An Approach To Training
From a training perspective, Reliability Center, Inc. (RCI) is no stranger to this area—in fact, says RCI President, Mark A. Latino, establishing a more comprehensive safety program is really no different than other improvement initiatives: “The process is comprised of being focused on the improvement goal, prioritizing the action items that must take place for the facility to attain the goal and to be proactive by acting on the prioritized items before they can become an undesirable event.”
Latino recommends manufacturers take a combination approach. “I would recommend Opportunity Analysis (OA) training, Root Cause Analysis (RCA) training, and Human Error Reduction Techniques (HERT) training.” Specifics of these training opportunities include:
Opportunity Analysis (OA) is a focusing and prioritizing tool similar to a Failure Modes and Effects Analysis (FMEA). The OA is different from traditional FMEA because it is looking at a historical snapshot. OA uncovers the kinds of incidents that have occurred over a year’s time and the impact of those events to the organization. The events are prioritized and sorted from largest to least impact.
Knowing the proper way to conduct an OA will provide knowledge to the facility about bodily injury types that happen most often, environmental mishap types and impacts, kinds of unsafe conditions that exist in the facility, etc.
Root Cause Analysis (RCA) is a rigorous problem-solving tool designed to get down into the system issues where the true root causes of incidents are located. Often safety incident investigations are focused more on compliance than solution. This is understandable because a facility must be in compliance with the law. Using a solid RCA approach can eliminate the incident’s mechanism so it will not be possible for reccurrence, which often goes beyond compliance.
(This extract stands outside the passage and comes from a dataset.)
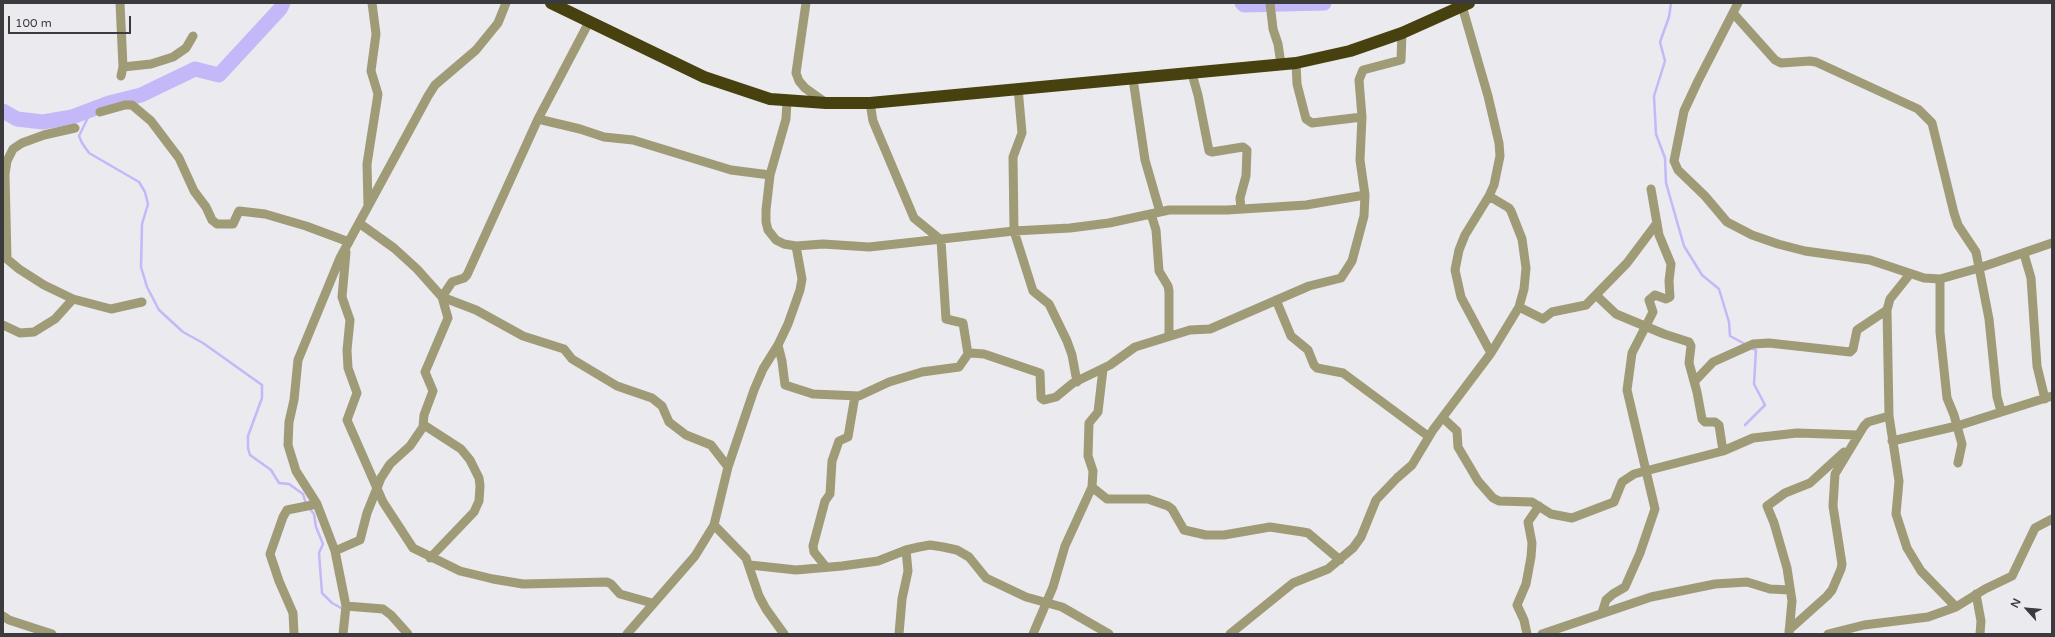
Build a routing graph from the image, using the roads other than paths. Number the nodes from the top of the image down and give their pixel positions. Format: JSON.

Training employees in RCA will give them the ability to create a factual problem definition. The problem definition is comprised of the Event and the Modes that contributed to causing the Event. By starting with facts, the analysis will end with root causes that are also facts. The result is the recommendations written to solve the root causes will be effective corrections for eliminating the incident mechanism.
Using the RCA tool to solve the incidents with the highest impact from the OA will provide a safer work environment for employees, which will reduce the incident rate.
Organizations that are effective in using the RCA tool know the human element is always involved in the chain of events that led to an incident. The point of human intervention is a juncture all investigators pay close attention to because human errors of omission and commission are prevalent in all investigations. Human error in the RCA process is termed as "human root causes."
Human Error Reduction Techniques (HERT) is designed to teach employees about the top-ten human error traps. When individuals unknowingly get caught in a human error trap the result is usually an accident or injury. HERT training identifies key junctures where people become vulnerable to a higher probability of making a decision error.